Amidst a robust performance by the U.S. stock market, Bitcoin has been on a downward trend, with its value dipping below the $60,000 mark this morning (4th), reaching a low of $57,800. Concurrently, Bitcoin’s volatility and trading volume have been on a decline, with the market lacking significant speculative themes, leading the cryptocurrency fear and greed index to revert to a state of fear.
Despite this, a report by the cryptocurrency media outlet CoinDesk suggests that recent data may indicate that Bitcoin’s price has bottomed out.
**Data Point One: Coinbase Bitcoin Premium Index**
The Coinbase Bitcoin Premium Index reflects the price difference of Bitcoin on Coinbase compared to other exchanges. A higher price on Coinbase typically signifies greater demand for Bitcoin among U.S. investors.
David Lawant, the research director at FalconX, noted that the Coinbase Premium Index has shown significant negative values recently. The last occurrence of a similar situation was months before the surge from October last year to March this year.
Data from CryptoQuant reveals that the Coinbase Premium Index was negative for most of the time between May and June this year, similar to the period between August and September last year, which was a consolidation phase for the Bitcoin market. In November 2022, the index hit a low, with Bitcoin’s price around $16,000, considered the bottom of the bear market.
Lawant believes that the Coinbase Premium Index has become a reliable and leading indicator for trend analysis, highlighting the significant influence of U.S. investors in the Bitcoin market. Considering potential catalysts like ETFs, U.S. monetary policy, and presidential elections, he expects this trend to continue.

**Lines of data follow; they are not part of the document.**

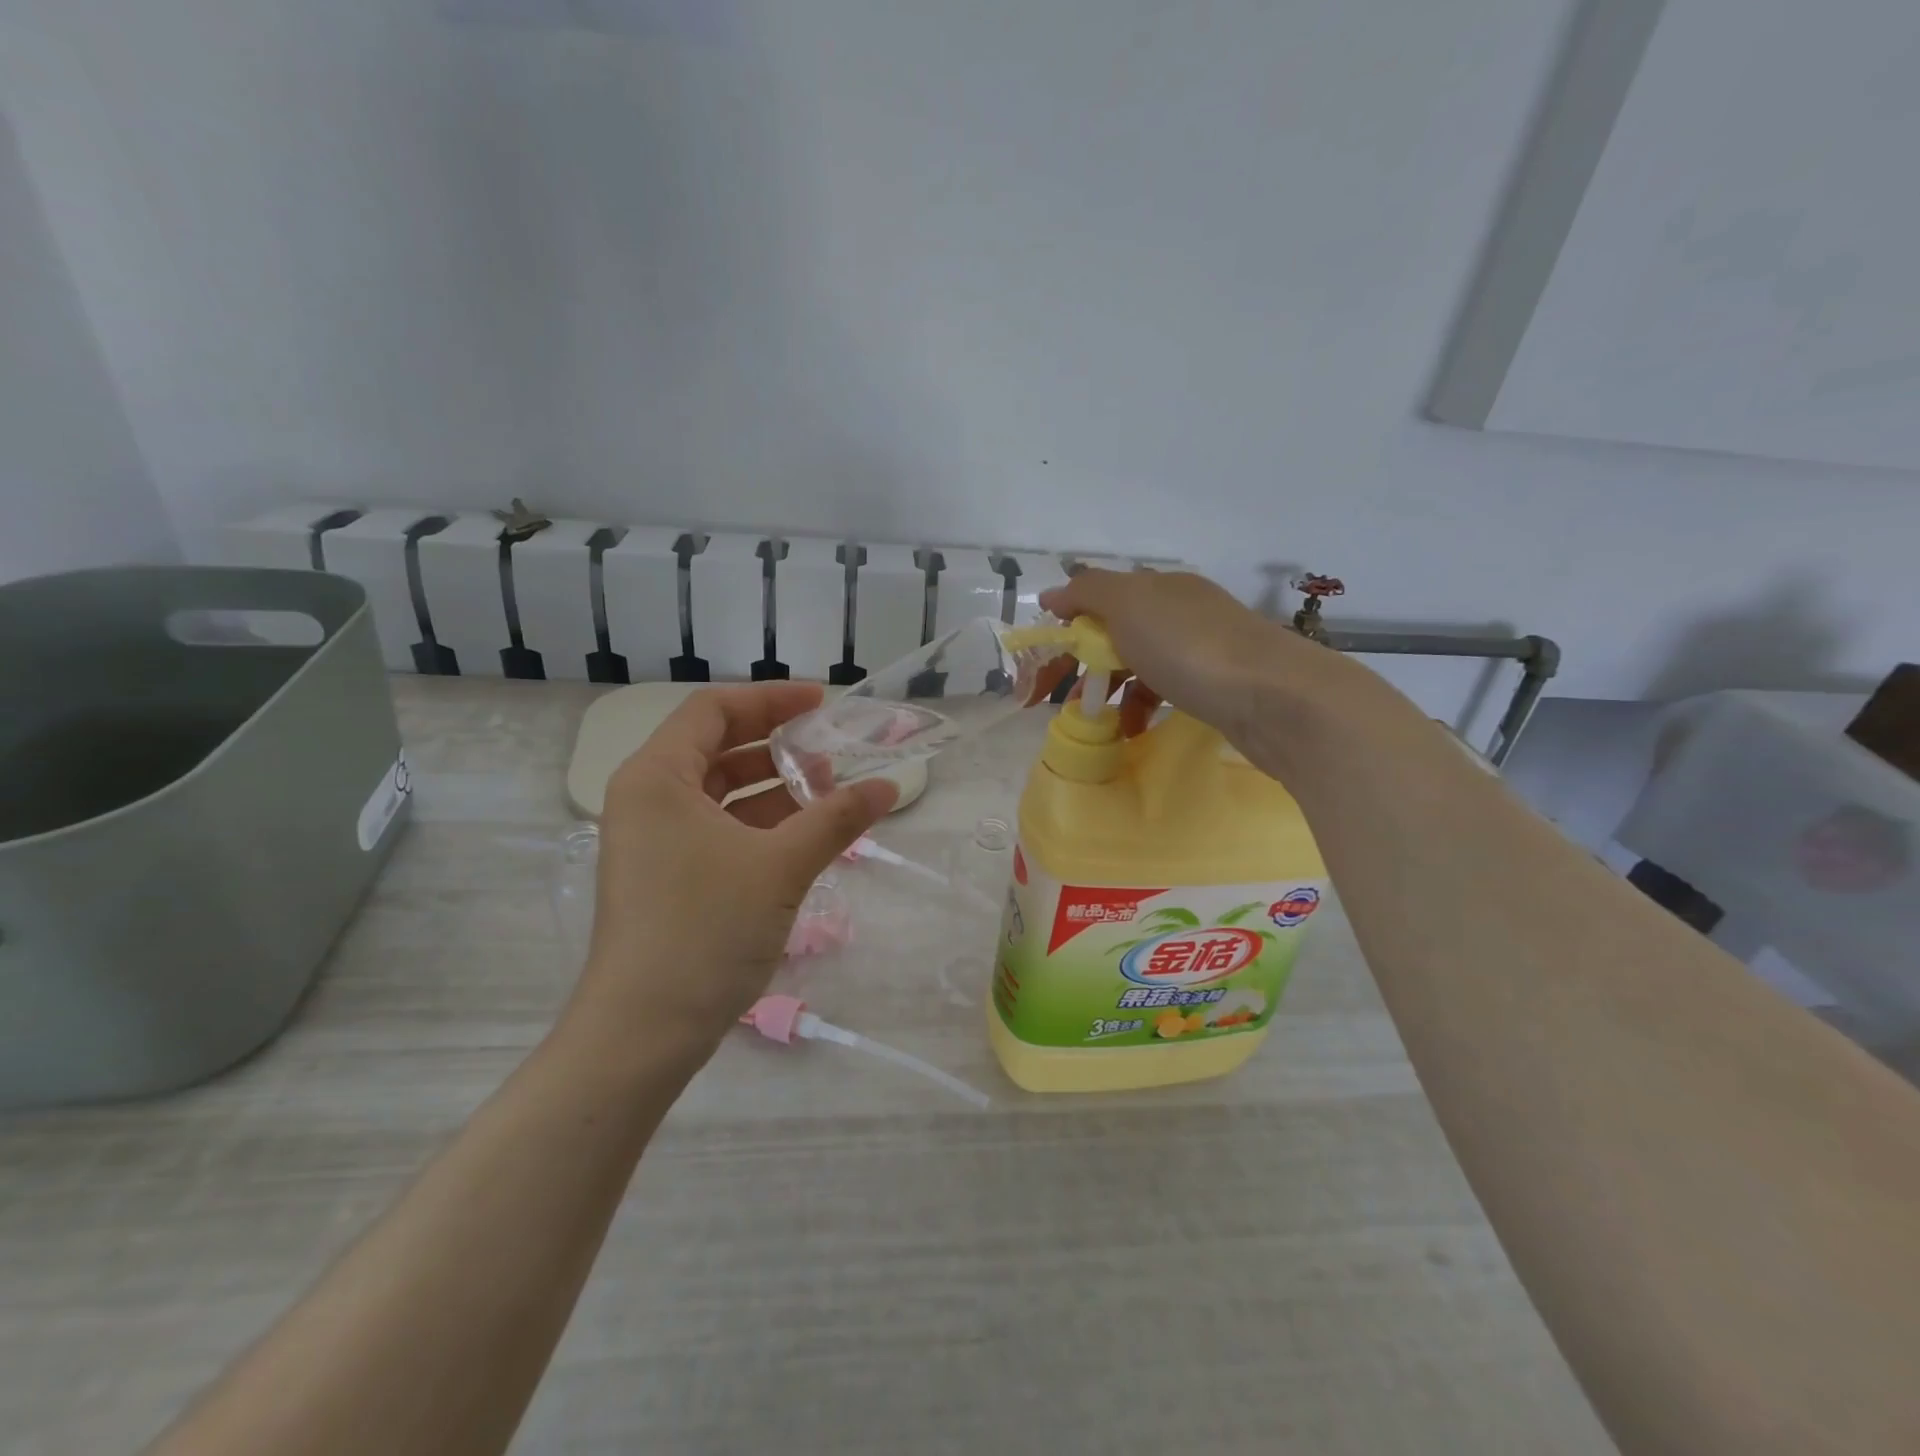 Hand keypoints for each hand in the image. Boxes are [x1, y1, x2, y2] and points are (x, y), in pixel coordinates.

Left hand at [569, 683, 895, 1058]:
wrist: (643, 1032)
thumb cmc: (705, 930)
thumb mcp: (781, 866)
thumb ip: (836, 818)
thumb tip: (889, 786)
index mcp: (657, 776)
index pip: (714, 709)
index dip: (772, 699)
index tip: (822, 704)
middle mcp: (647, 798)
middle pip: (717, 747)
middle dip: (777, 745)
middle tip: (832, 752)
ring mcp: (654, 840)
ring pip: (720, 792)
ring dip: (774, 787)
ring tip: (829, 794)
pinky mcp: (667, 875)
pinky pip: (718, 828)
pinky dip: (760, 823)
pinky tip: (805, 834)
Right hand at [1039, 569, 1307, 745]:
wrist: (1273, 696)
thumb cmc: (1189, 646)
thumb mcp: (1128, 604)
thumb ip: (1086, 592)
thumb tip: (1054, 594)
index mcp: (1158, 588)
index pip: (1096, 600)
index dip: (1062, 630)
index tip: (1039, 668)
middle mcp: (1180, 611)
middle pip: (1115, 634)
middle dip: (1081, 665)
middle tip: (1054, 701)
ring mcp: (1202, 649)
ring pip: (1139, 665)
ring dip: (1109, 691)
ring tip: (1093, 721)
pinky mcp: (1217, 686)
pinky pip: (1164, 691)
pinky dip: (1141, 707)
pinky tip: (1133, 729) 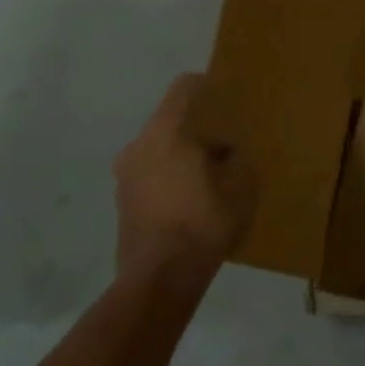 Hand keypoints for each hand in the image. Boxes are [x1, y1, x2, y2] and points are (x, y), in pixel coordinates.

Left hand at [113, 74, 256, 284]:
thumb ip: (235, 155)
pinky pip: (152, 175)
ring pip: (160, 149)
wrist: (161, 279)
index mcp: (166, 131)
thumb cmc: (204, 219)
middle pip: (171, 120)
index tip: (230, 98)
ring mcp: (125, 177)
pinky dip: (171, 178)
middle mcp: (138, 146)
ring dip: (183, 155)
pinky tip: (195, 199)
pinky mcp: (122, 204)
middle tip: (228, 141)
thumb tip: (225, 151)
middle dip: (199, 127)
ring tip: (213, 173)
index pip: (184, 87)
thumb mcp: (242, 181)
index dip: (209, 87) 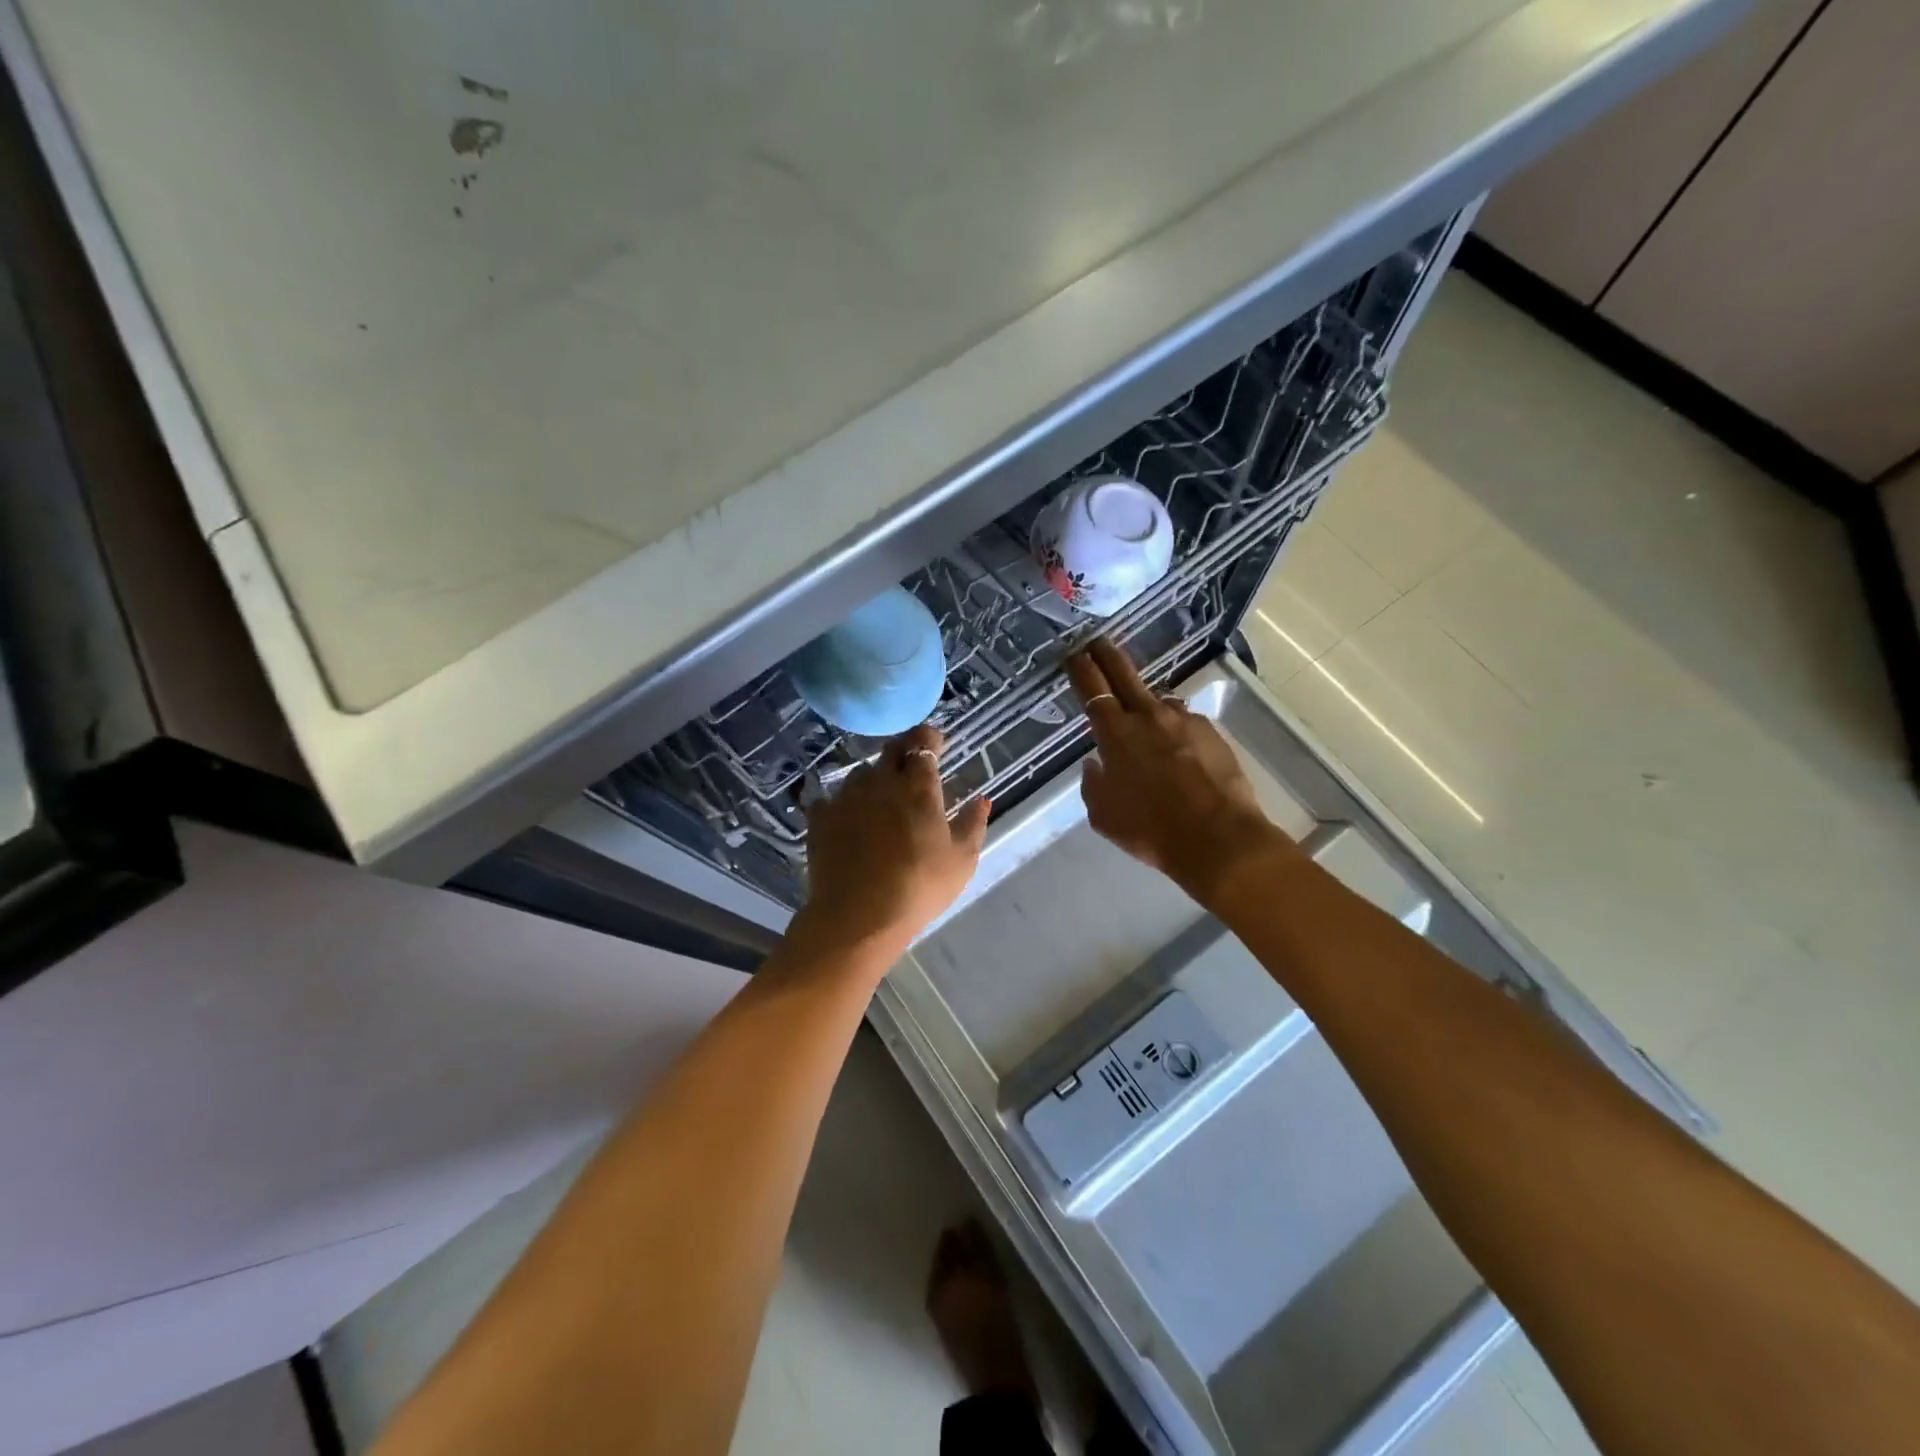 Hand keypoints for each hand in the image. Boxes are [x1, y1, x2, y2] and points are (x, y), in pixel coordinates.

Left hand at [796, 724, 989, 959]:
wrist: (858, 916)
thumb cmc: (919, 887)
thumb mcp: (961, 860)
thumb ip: (973, 823)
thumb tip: (982, 799)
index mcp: (917, 787)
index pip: (923, 744)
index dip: (930, 739)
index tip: (936, 744)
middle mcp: (880, 781)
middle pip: (890, 751)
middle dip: (903, 751)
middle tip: (911, 767)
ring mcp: (846, 797)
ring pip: (861, 773)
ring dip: (874, 778)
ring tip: (880, 798)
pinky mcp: (820, 817)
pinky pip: (832, 799)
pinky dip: (843, 803)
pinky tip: (848, 819)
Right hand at [1067, 639, 1292, 899]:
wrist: (1218, 838)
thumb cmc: (1151, 830)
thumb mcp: (1104, 816)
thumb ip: (1093, 784)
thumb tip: (1095, 763)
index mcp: (1115, 734)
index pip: (1092, 689)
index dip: (1081, 668)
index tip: (1074, 654)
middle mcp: (1148, 716)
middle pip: (1124, 674)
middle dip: (1107, 654)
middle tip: (1098, 642)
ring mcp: (1184, 720)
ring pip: (1158, 700)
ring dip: (1147, 704)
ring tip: (1146, 721)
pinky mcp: (1211, 731)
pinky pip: (1185, 722)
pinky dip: (1175, 729)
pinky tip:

**Data Point Two: Bitcoin Hash Rate Decline**
Bitcoin’s hash rate, or computational power used by miners to mine Bitcoin, has seen a significant drop since the fourth Bitcoin halving, nearing the lowest levels during the FTX bankruptcy. A decline in hash rate typically indicates increased selling pressure from miners, which could be a signal for Bitcoin reaching its bottom.
A decrease in hash rate means miners are not profitable, leading them to cease mining operations and sell their Bitcoin holdings. Historically, while miner sell-offs can cause short-term price drops, Bitcoin usually rebounds after the hash rate hits a certain low.
CryptoQuant’s data on miners’ daily revenue also shows a steep decline from $79 million to $29 million since March 6th. The current surrender of miners, as indicated by the hash rate, hash price, and daily revenue, resembles the situation in December 2022, which was widely considered the bottom of the bear market.
However, some analysts hold starkly different views. Crypto City previously reported that Charles Edwards, founder and analyst at Capriole Investments, listed several indicators suggesting that Bitcoin might actually be at the top of its cycle. Similarly, analysts at 10x Research are not optimistic about the recent trend, citing ten reasons why Bitcoin might fall back to $55,000.